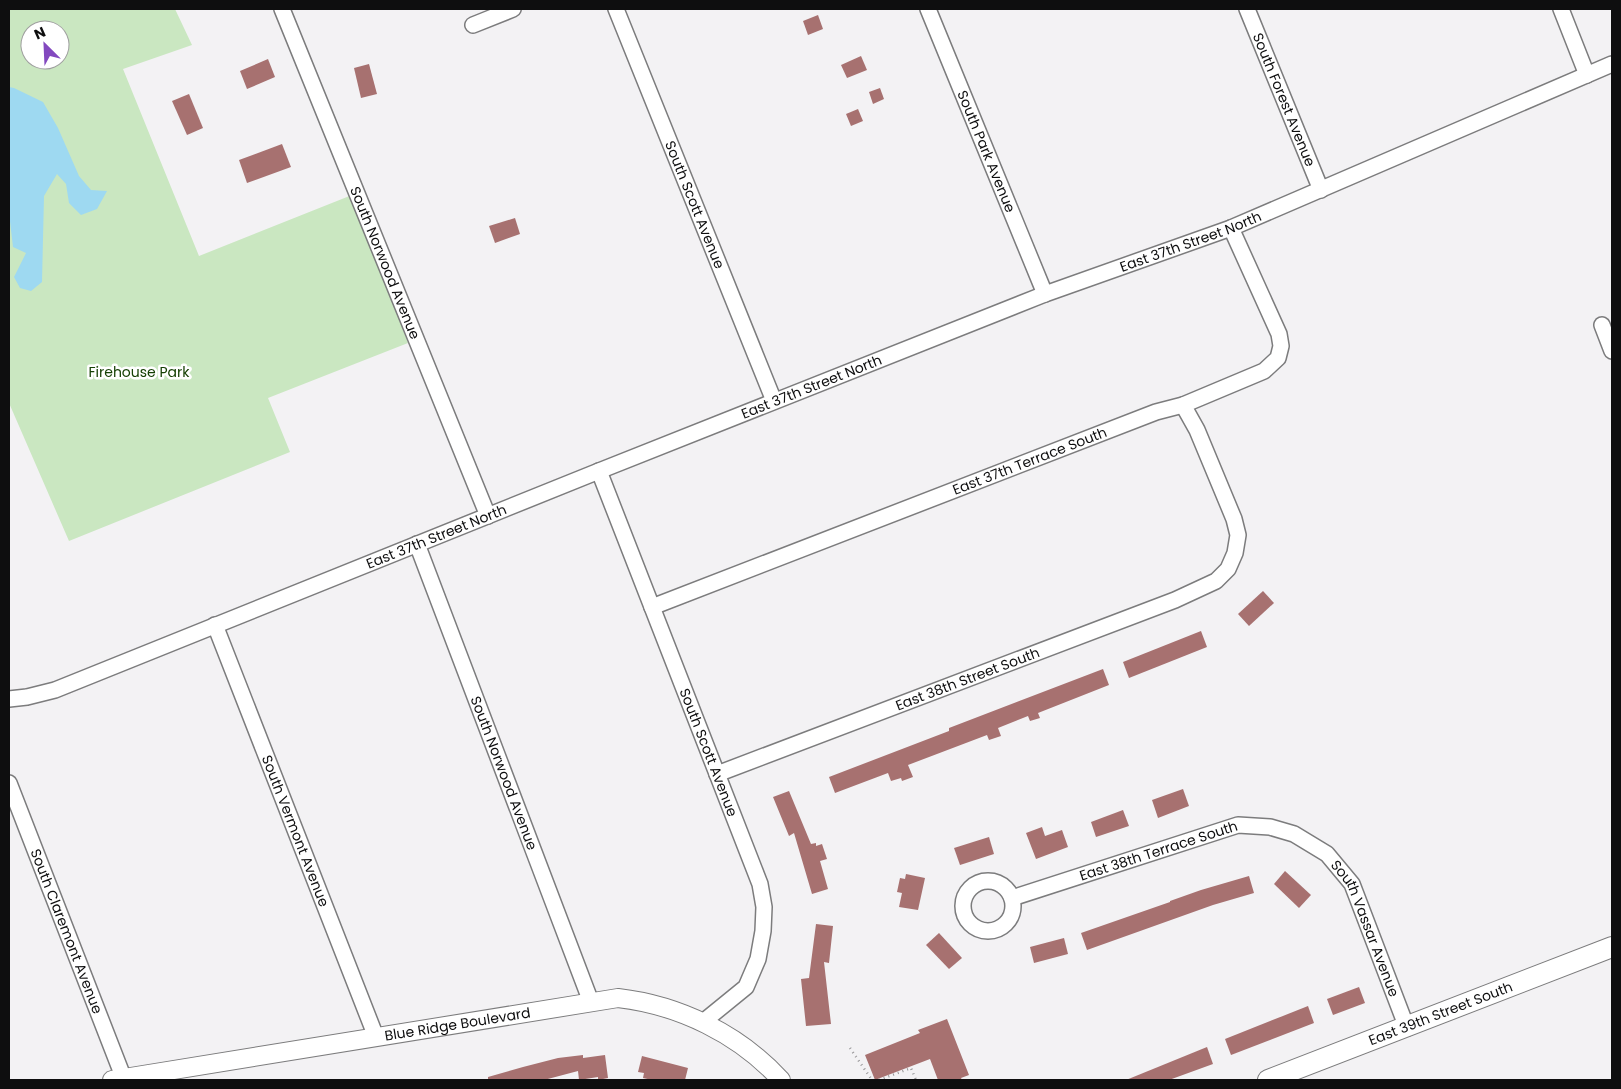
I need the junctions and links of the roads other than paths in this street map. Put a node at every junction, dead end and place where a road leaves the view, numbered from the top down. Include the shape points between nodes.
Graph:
1 (282, 9) edge
2 (513, 9) edge
3 (616, 9) edge
4 (928, 9) edge
5 (1246, 9) edge
6 (1561, 9) edge
7 (473, 24) dead end
8 (1612, 64) edge
9 (1586, 75) junction
10 (1321, 190) junction
11 (1233, 231) junction
12 (1044, 294) junction
13 (1602, 325) dead end
14 (1612, 351) edge
15 (774, 401) junction
16 (1183, 405) junction
17 (599, 471) junction
18 (488, 516) junction
19 (417, 544) junction
20 (652, 607) junction
21 (216, 625) junction
22 (9, 699) edge
23 (717, 774) junction
24 (9, 783) edge
25 (1306, 842) joint
26 (1012, 898) dead end
27 (1612, 947) edge
28 (591, 1002) junction
29 (703, 1022) junction
30 (1407, 1028) junction
31 (376, 1037) junction
32 (118, 1080) edge
33 (781, 1080) edge
34 (1268, 1080) edge

1 - 18 street, South Norwood Avenue
2 - 7 street
3 - 15 street, South Scott Avenue
4 - 12 street, South Park Avenue
5 - 10 street, South Forest Avenue
6 - 9 street
8 - 9 street, East 37th Street North
9 - 10 street, East 37th Street North
10 - 11 street, East 37th Street North
11 - 12 street, East 37th Street North
11 - 16 street, East 37th Terrace South via 1279,334 1278,358 1264,371
12 - 15 street, East 37th Street North
13 - 14 street
15 - 17 street, East 37th Street North
16 - 20 street, East 37th Terrace South via 1156,412
16 - 23 street, East 38th Street South via 1201,439 1238,535 1228,568 1216,581 1175,600
17 - 18 street, East 37th Street North
17 - 20 street, South Scott Avenue
18 - 19 street, East 37th Street North
19 - 21 street, East 37th Street North
19 - 28 street, South Norwood Avenue
20 - 23 street, South Scott Avenue
21 - 22 street, East 37th Street North via 55,690
21 - 31 street, South Vermont Avenue
23 - 29 street, South Scott Avenue via 760,884 763,930 758,959 746,987
24 - 32 street, South Claremont Avenue
25 - 26 street, East 38th Terrace South via 1294,834 1270,827 1238,825
25 - 30 street, South Vassar Avenue via 1327,854 1352,884
27 - 30 main road, East 39th Street South
28 - 29 street, Blue Ridge Boulevard via 632,999
28 - 31 street, Blue Ridge Boulevard
29 - 33 street, Blue Ridge Boulevard via 747,1048
30 - 34 main road, East 39th Street South
31 - 32 street, Blue Ridge Boulevard

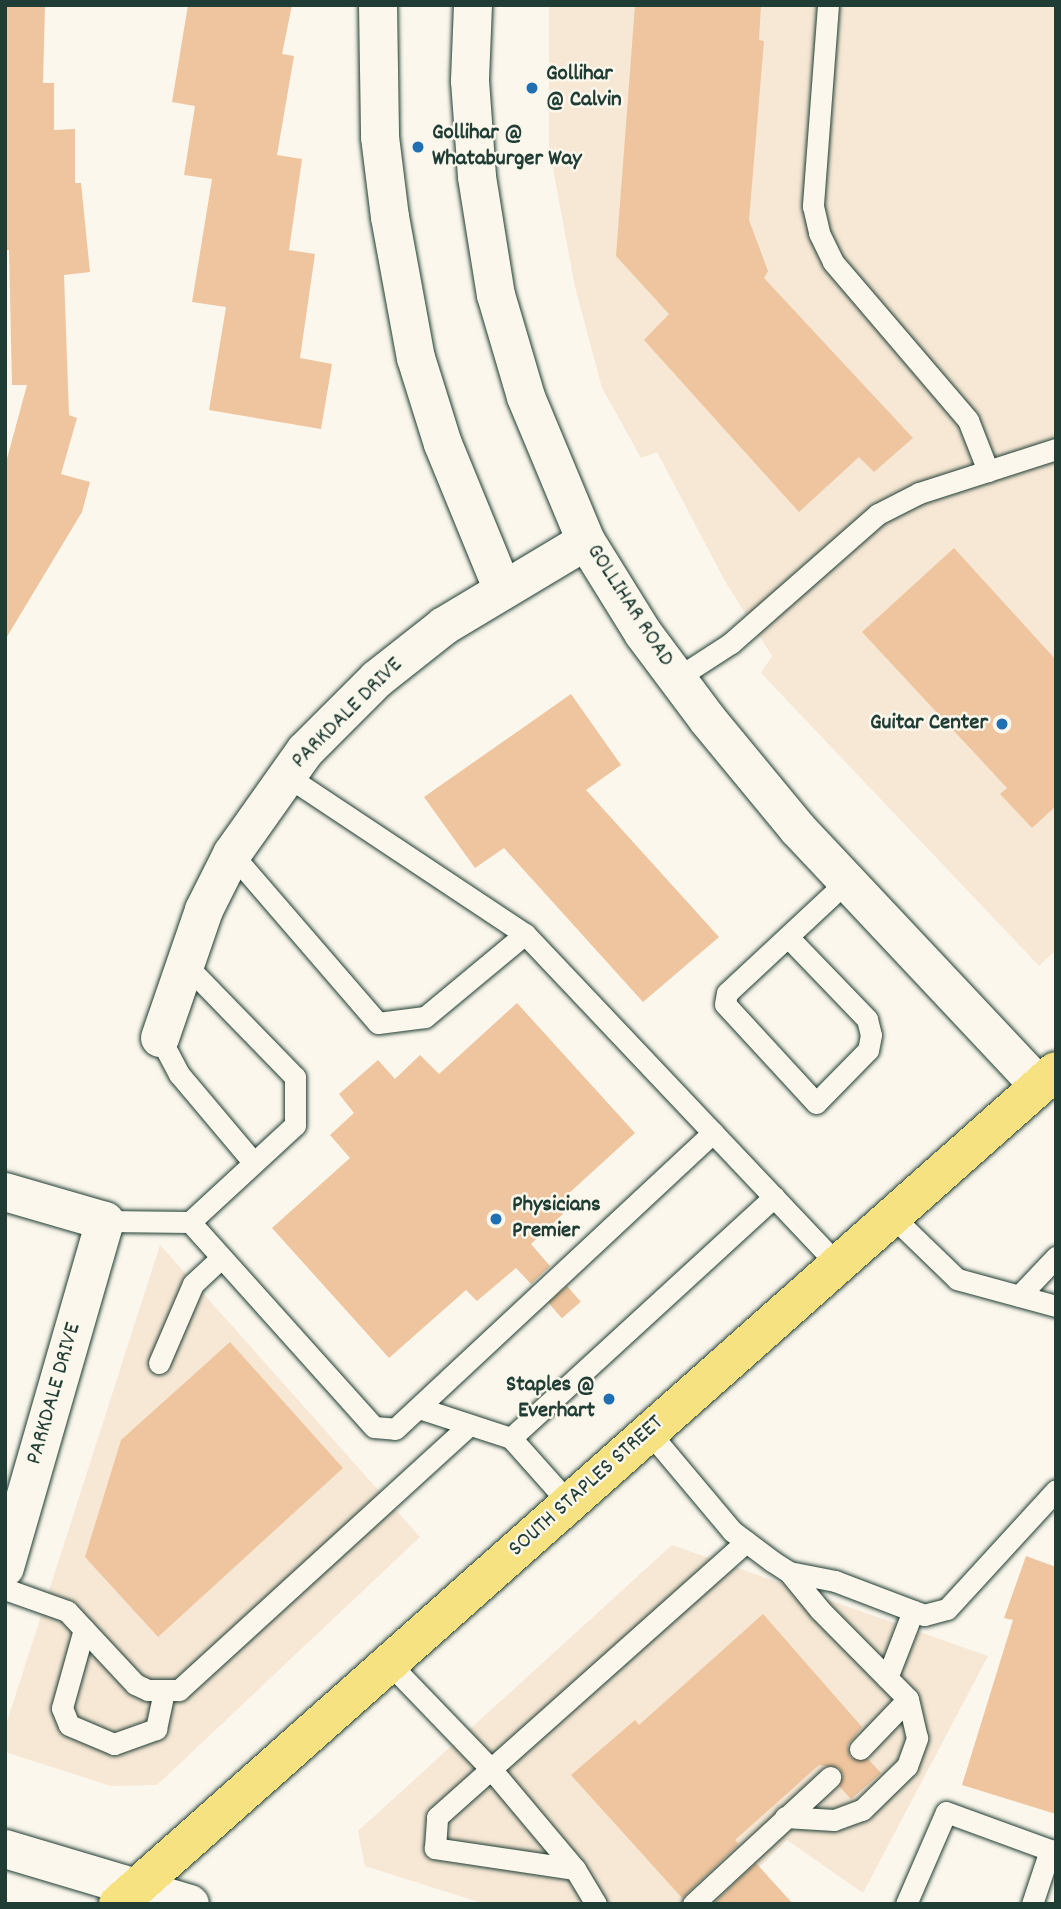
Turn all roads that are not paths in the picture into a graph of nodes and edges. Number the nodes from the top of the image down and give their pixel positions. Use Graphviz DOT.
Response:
graph roads {
  1 [pos="378,5"];
  2 [pos="473,5"];
  3 [pos="828,5"];
  4 [pos="1056,449"];
  5 [pos="988,471"];
  6 [pos="586,541"];
  7 [pos="503,590"];
  8 [pos="677,678"];
  9 [pos="288,776"];
  10 [pos="232,854"];
  11 [pos="847,881"];
  12 [pos="526,934"];
  13 [pos="788,937"];
  14 [pos="185,964"];
  15 [pos="160,1038"];
  16 [pos="1047,1079"];
  17 [pos="713,1132"];
  18 [pos="254,1163"];
  19 [pos="5,1192"];
  20 [pos="774,1197"];
  21 [pos="892,1216"];
  22 [pos="105,1221"];
  23 [pos="190,1223"];
  24 [pos="1056,1257"];
  25 [pos="221,1258"];
  26 [pos="838,1265"];
  27 [pos="1020,1296"];
  28 [pos="1056,1306"];
  29 [pos="159,1363"];
  30 [pos="419,1408"];
  31 [pos="469,1425"];
  32 [pos="649,1432"];
  33 [pos="511,1438"];
  34 [pos="1056,1490"];
  35 [pos="569,1503"];
  36 [pos="746,1542"];
  37 [pos="5,1568"];
  38 [pos="789,1572"];
  39 [pos="5,1589"];
  40 [pos="913,1611"];
  41 [pos="84,1629"];
  42 [pos="389,1663"];
  43 [pos="887,1678"];
  44 [pos="164,1691"];
  45 [pos="908,1699"];
  46 [pos="860,1749"];
  47 [pos="491,1769"];
  48 [pos="830,1777"];
  49 [pos="785,1817"];
  50 [pos="5,1849"];
  51 [pos="575,1869"];
  52 [pos="127,1896"];
  53 [pos="190,1904"];
  54 [pos="596,1904"];
  55 [pos="693,1904"];
  56 [pos="905,1904"];
  57 [pos="1032,1904"];
  1 -- 7 [label="street"];
  2 -- 6 [label="street, GOLLIHAR ROAD"];
  3 -- 5 [label="lane"];
  4 -- 5 [label="lane"];
  5 -- 8 [label="lane"];
  6 -- 7 [label="street, PARKDALE DRIVE"];
  6 -- 8 [label="street, GOLLIHAR ROAD"];
  7 -- 9 [label="street, PARKDALE DRIVE"];
  8 -- 11 [label="street, GOLLIHAR ROAD"];
  9 -- 10 [label="street, PARKDALE DRIVE"];
  9 -- 12 [label="lane"];
  10 -- 12 [label="lane"];
  10 -- 14 [label="street, PARKDALE DRIVE"];
  11 -- 13 [label="lane"];
  11 -- 16 [label="street, GOLLIHAR ROAD"];
  12 -- 17 [label="lane"];
  13 -- 13 [label="lane"];
  14 -- 15 [label="street, PARKDALE DRIVE"];
  14 -- 18 [label="lane"];
  15 -- 18 [label="lane"];
  16 -- 21 [label="main road, SOUTH STAPLES STREET"];
  17 -- 20 [label="lane"];
  17 -- 30 [label="lane"];
  18 -- 23 [label="lane"];
  19 -- 22 [label="street"];
  20 -- 26 [label="lane"];
  20 -- 33 [label="lane"];
  21 -- 26 [label="main road, SOUTH STAPLES STREET"];
  21 -- 27 [label="lane"];
  22 -- 23 [label="lane"];
  22 -- 37 [label="street, PARKDALE DRIVE"];
  23 -- 25 [label="lane"];
  24 -- 27 [label="lane"];
  25 -- 29 [label="lane"];
  25 -- 30 [label="lane"];
  26 -- 32 [label="main road, SOUTH STAPLES STREET"];
  27 -- 28 [label="lane"];
  30 -- 31 [label="lane"];
  31 -- 33 [label="lane"];
  31 -- 44 [label="lane"];
  32 -- 35 [label="main road, SOUTH STAPLES STREET"];
  32 -- 36 [label="lane"];
  33 -- 35 [label="lane"];
  34 -- 40 [label="lane"];
  35 -- 42 [label="main road, SOUTH STAPLES STREET"];
  36 -- 38 [label="lane"];
  36 -- 47 [label="lane"];
  38 -- 40 [label="lane"];
  38 -- 43 [label="lane"];
  39 -- 41 [label="lane"];
  40 -- 43 [label="lane"];
  41 -- 44 [label="lane"];
  41 -- 44 [label="lane"];
  42 -- 47 [label="lane"];
  42 -- 52 [label="main road, SOUTH STAPLES STREET"];
  43 -- 45 [label="lane"];
  45 -- 46 [label="lane"];
  45 -- 49 [label="lane"];
  47 -- 51 [label="lane"];
  47 -- 51 [label="lane"];
  48 -- 49 [label="lane"];
  49 -- 55 [label="lane"];
  50 -- 52 [label="street"];
  51 -- 54 [label="lane"];
  52 -- 53 [label="street"];
  56 -- 57 [label="lane"];
}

Work task - Restate every record exactly, please; do not copy the pictures.

Completed exercise -
I need the junctions and links of the roads other than paths in this street map. Put a node at every junction, dead end and place where a road leaves the view, numbered from the top down. Include the shape points between nodes.
Graph:
1 (282, 9) edge
2 (513, 9) edge
3 (616, 9) edge
4 (928, 9) edge
5 (1246, 9) edge
6 (1561, 9) edge
7 (473, 24) dead end
8 (1612, 64) edge
9 (1586, 75) junction
10 (1321, 190) junction
11 (1233, 231) junction
12 (1044, 294) junction
13 (1602, 325) dead end
14 (1612, 351) edge
15 (774, 401) junction
16 (1183, 405) junction
17 (599, 471) junction
18 (488, 516) junction
19 (417, 544) junction
20 (652, 607) junction
21 (216, 625) junction
22 (9, 699) edge
23 (717, 774) junction
24 (9, 783) edge
25 (1306, 842) joint
26 (1012, 898) dead end
27 (1612, 947) edge
28 (591, 1002) junction
29 (703, 1022) junction
30 (1407, 1028) junction
31 (376, 1037) junction
32 (118, 1080) edge
33 (781, 1080) edge
34 (1268, 1080) edge

1 - 18 street, South Norwood Avenue
2 - 7 street
3 - 15 street, South Scott Avenue
4 - 12 street, South Park Avenue
5 - 10 street, South Forest Avenue
6 - 9 street
8 - 9 street, East 37th Street North
9 - 10 street, East 37th Street North
10 - 11 street, East 37th Street North
11 - 12 street, East 37th Street North
11 - 16 street, East 37th Terrace South via 1279,334 1278,358 1264,371
12 - 15 street, East 37th Street North
13 - 14 street
15 - 17 street, East 37th Street North
16 - 20 street, East 37th Terrace South via 1156,412
16 - 23 street, East 38th Street South via 1201,439 1238,535 1228,568 1216,581 1175,600
17 - 18 street, East 37th Street North
17 - 20 street, South Scott Avenue
18 - 19 street, East 37th Street North
19 - 21 street, East 37th Street North
19 - 28 street, South Norwood Avenue
20 - 23 street, South Scott Avenue
21 - 22 street, East 37th Street North via 55,690
21 - 31 street, South Vermont Avenue
23 - 29 street, South Scott Avenue via 760,884 763,930 758,959 746,987
24 - 32 street, South Claremont Avenue
25 - 26 street, East 38th Terrace South via 1294,834 1270,827 1238,825
25 - 30 street, South Vassar Avenue via 1327,854 1352,884
27 - 30 main road, East 39th Street South
28 - 29 street, Blue Ridge Boulevard via 632,999
28 - 31 street, Blue Ridge Boulevard
29 - 33 street, Blue Ridge Boulevard via 747,1048
30 - 34 main road, East 39th Street South
31 - 32 street, Blue Ridge Boulevard

Turn all roads that are not paths in the picture into a graph of nodes and edges. Number the nodes from the top of the image down and give their pixel positions. Use Graphviz DOT.
Response:
graph roads {
  1 [pos="378,5"];
  2 [pos="473,5"];
  3 [pos="828,5"];
  4 [pos="1056,449"];
  5 [pos="988,471"];
  6 [pos="586,541"];
  7 [pos="503,590"];
  8 [pos="677,678"];
  9 [pos="288,776"];
  10 [pos="232,854"];
  11 [pos="847,881"];
  12 [pos="526,934"];
  13 [pos="788,937"];
  14 [pos="185,964"];
  15 [pos="160,1038"];
  16 [pos="1047,1079"];
  17 [pos="713,1132"];
  18 [pos="254,1163"];
  19 [pos="5,1192"];
  20 [pos="774,1197"];
  21 [pos="892,1216"];
  22 [pos="105,1221"];
  23 [pos="190,1223"];
  24 [pos="1056,1257"];
  25 [pos="221,1258"];
  26 [pos="838,1265"];
  27 [pos="1020,1296"];
  28 [pos="1056,1306"];
  29 [pos="159,1363"];
  30 [pos="419,1408"];
  31 [pos="469,1425"];
  32 [pos="649,1432"];
  33 [pos="511,1438"];
  34 [pos="1056,1490"];
  35 [pos="569,1503"];
  36 [pos="746,1542"];
  37 [pos="5,1568"];
  38 [pos="789,1572"];
  39 [pos="5,1589"];
  40 [pos="913,1611"];
  41 [pos="84,1629"];
  42 [pos="389,1663"];
  43 [pos="887,1678"];
  44 [pos="164,1691"];
  45 [pos="908,1699"];
  46 [pos="860,1749"];
  47 [pos="491,1769"];
  48 [pos="830,1777"];
  49 [pos="785,1817"];
  50 [pos="5,1849"];
  51 [pos="575,1869"];
  52 [pos="127,1896"];
  53 [pos="190,1904"];
  54 [pos="596,1904"];
  55 [pos="693,1904"];
  56 [pos="905,1904"];
  57 [pos="1032,1904"];
  1 -- 7 [label="street"];
  2 -- 6 [label="street, GOLLIHAR ROAD"];
  3 -- 5 [label="lane"];
  4 -- 5 [label="lane"];
  5 -- 8 [label="lane"];
  6 -- 7 [label="street, PARKDALE DRIVE"];
  6 -- 8 [label="street, GOLLIHAR ROAD"];
  7 -- 9 [label="street, PARKDALE DRIVE"];
  8 -- 11 [label="street, GOLLIHAR ROAD"];
  9 -- 10 [label="street, PARKDALE DRIVE"];
  9 -- 12 [label="lane"];
  10 -- 12 [label="lane"];
  10 -- 14 [label="street, PARKDALE DRIVE"];
  11 -- 13 [label="lane"];
  11 -- 16 [label="street, GOLLIHAR ROAD"];
  12 -- 17 [label="lane"];
  13 -- 13 [label="lane"];
  14 -- 15 [label="street, PARKDALE DRIVE"];
  14 -- 18 [label="lane"];
  15 -- 18 [label="lane"];
  16 -- 21 [label="main road, SOUTH STAPLES STREET"];
  17 -- 20 [label="lane"];
  17 -- 30 [label="lane"];
  18 -- 23 [label="lane"];
  19 -- 22 [label="street"];
  20 -- 26 [label="lane"];
  20 -- 33 [label="lane"];
  21 -- 26 [label="main road, SOUTH STAPLES STREET"];
  21 -- 27 [label="lane"];
  22 -- 23 [label="lane"];
  22 -- 37 [label="street, PARKDALE DRIVE"];
  23 -- 25 [label="lane"];
  24 -- 27 [label="lane"];
  25 -- 29 [label="lane"];
  25 -- 30 [label="lane"];
  26 -- 32 [label="main road, SOUTH STAPLES STREET"];
  27 -- 28 [label="lane"];
  30 -- 31 [label="lane"];
  31 -- 33 [label="lane"];
  31 -- 44 [label="lane"];
  32 -- 35 [label="main road, SOUTH STAPLES STREET"];
  32 -- 36 [label="lane"];
  33 -- 35 [label="lane"];
  34 -- 40 [label="lane"];
  35 -- 42 [label="main road, SOUTH STAPLES STREET"];
  36 -- 38 [label="lane"];
  36 -- 47 [label="lane"];
  38 -- 40 [label="lane"];
  38 -- 43 [label="lane"];
  39 -- 41 [label="lane"];
  40 -- 43 [label="lane"];
  41 -- 44 [label="lane"];
  41 -- 44 [label="lane"];
  42 -- 47 [label="lane"];
  42 -- 52 [label="main road, SOUTH STAPLES STREET"];
  43 -- 45 [label="lane"];
  45 -- 46 [label="lane"];
  45 -- 49 [label="lane"];
  47 -- 51 [label="lane"];
  47 -- 51 [label="lane"];
  48 -- 49 [label="lane"];
  49 -- 55 [label="lane"];
  50 -- 52 [label="street"];
  51 -- 54 [label="lane"];
  52 -- 53 [label="street"];
  56 -- 57 [label="lane"];
}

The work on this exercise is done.